#### EXERCISE MATERIAL
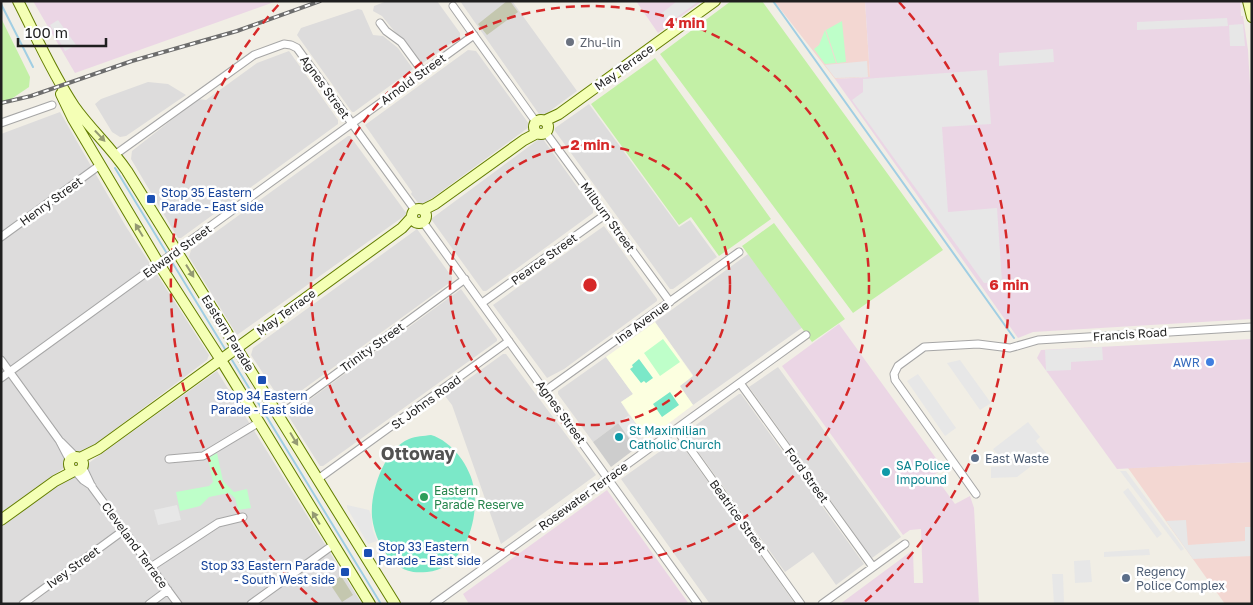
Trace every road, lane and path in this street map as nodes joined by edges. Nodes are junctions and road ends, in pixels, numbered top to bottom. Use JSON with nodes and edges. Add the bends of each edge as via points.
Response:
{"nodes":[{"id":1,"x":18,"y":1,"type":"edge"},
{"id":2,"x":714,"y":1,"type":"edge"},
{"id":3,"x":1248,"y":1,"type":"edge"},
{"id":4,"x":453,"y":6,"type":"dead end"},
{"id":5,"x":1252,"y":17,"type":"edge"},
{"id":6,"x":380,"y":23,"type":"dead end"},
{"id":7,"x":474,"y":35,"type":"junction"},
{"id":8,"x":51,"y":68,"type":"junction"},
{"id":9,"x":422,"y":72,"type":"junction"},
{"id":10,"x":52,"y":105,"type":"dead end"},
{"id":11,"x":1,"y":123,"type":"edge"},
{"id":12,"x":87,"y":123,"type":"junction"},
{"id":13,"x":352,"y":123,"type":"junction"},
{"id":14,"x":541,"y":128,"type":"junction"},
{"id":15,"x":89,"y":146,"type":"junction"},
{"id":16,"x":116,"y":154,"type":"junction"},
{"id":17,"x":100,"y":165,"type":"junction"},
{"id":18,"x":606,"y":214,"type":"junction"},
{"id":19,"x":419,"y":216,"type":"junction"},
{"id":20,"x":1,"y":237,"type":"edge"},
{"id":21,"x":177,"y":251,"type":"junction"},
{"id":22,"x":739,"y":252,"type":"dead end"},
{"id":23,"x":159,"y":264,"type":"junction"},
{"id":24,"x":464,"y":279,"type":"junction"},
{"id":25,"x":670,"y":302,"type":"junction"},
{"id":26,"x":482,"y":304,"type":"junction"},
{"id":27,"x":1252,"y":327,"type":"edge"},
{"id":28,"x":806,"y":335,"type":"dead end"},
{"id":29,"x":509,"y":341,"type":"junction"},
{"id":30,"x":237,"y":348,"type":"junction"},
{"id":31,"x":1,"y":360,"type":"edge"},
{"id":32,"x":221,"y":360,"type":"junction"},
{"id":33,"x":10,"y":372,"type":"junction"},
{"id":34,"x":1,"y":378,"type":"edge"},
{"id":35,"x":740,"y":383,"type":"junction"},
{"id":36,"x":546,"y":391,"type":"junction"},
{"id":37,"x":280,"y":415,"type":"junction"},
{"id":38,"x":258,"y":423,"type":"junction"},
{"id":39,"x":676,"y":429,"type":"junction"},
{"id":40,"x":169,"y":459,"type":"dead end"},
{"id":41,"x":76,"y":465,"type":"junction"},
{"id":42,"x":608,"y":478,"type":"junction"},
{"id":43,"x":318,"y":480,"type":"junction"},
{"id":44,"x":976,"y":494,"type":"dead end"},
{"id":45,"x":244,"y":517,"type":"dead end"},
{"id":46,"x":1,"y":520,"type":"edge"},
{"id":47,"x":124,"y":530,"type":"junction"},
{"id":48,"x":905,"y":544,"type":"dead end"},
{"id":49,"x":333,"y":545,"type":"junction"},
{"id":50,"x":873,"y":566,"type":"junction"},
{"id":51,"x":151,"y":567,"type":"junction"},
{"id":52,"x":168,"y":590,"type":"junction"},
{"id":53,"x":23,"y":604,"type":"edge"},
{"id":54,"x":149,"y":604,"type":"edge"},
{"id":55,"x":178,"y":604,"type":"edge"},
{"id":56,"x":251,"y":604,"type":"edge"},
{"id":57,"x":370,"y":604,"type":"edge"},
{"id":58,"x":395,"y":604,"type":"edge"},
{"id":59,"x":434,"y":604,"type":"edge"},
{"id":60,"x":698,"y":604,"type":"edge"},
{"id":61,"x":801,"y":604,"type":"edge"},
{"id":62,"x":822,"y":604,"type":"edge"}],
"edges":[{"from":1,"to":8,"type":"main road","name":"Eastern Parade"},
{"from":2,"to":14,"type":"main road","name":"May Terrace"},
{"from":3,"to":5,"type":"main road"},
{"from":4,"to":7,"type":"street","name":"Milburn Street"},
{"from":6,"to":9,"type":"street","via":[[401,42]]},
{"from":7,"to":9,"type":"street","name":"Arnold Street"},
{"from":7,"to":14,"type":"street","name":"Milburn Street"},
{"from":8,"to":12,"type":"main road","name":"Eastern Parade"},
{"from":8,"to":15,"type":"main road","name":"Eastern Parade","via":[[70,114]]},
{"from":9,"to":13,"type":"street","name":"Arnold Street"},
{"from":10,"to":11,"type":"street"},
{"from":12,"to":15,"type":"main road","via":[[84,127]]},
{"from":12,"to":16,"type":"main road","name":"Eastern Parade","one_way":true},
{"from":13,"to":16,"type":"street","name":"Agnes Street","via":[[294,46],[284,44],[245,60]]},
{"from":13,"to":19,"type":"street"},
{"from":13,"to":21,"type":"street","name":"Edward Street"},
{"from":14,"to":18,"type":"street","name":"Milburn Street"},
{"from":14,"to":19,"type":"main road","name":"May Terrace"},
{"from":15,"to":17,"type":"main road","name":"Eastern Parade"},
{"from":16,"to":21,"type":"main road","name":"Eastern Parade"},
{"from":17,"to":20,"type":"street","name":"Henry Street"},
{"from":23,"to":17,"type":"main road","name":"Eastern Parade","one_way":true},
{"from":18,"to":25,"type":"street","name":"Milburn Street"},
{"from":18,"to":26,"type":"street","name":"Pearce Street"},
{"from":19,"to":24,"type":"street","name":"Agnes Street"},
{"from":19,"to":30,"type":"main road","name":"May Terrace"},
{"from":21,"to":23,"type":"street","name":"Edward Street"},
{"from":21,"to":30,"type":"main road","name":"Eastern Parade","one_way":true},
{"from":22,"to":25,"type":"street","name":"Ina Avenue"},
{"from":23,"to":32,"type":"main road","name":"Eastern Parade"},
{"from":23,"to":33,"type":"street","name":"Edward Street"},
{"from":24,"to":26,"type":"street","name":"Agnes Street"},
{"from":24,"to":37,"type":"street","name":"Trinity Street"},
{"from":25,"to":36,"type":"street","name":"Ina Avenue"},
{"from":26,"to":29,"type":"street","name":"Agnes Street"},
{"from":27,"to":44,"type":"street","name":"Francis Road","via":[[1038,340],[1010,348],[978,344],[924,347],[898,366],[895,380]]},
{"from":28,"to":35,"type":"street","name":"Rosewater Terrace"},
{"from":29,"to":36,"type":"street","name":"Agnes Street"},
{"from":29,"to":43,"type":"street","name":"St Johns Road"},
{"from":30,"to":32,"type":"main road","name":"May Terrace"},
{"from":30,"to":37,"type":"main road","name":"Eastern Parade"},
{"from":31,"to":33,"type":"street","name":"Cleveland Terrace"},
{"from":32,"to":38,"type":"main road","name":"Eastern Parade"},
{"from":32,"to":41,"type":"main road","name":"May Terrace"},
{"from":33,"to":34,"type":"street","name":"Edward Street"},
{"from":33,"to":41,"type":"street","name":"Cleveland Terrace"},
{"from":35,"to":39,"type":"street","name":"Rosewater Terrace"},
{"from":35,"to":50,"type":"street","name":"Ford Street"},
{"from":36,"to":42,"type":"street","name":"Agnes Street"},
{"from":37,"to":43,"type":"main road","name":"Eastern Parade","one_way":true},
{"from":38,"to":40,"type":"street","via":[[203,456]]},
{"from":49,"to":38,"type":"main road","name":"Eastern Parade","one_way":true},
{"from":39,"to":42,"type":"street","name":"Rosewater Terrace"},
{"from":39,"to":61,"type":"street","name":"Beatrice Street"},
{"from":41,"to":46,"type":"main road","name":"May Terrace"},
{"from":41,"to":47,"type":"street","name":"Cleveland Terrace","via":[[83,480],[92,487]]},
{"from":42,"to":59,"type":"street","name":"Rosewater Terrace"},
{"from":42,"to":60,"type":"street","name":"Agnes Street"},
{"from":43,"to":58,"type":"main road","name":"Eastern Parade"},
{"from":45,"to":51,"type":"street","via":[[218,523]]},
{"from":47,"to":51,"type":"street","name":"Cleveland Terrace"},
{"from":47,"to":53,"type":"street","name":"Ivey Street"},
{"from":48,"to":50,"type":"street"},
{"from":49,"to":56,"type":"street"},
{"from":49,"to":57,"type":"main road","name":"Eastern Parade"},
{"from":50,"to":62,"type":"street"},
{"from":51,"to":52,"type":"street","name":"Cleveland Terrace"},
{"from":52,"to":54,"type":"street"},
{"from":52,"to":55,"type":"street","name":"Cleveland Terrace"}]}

#### AIM OF THE EXERCISE
After reading the entries above, state the number of lines that contain the word "Avenue", adding nothing else.

#### THE COMPLETED TASK
2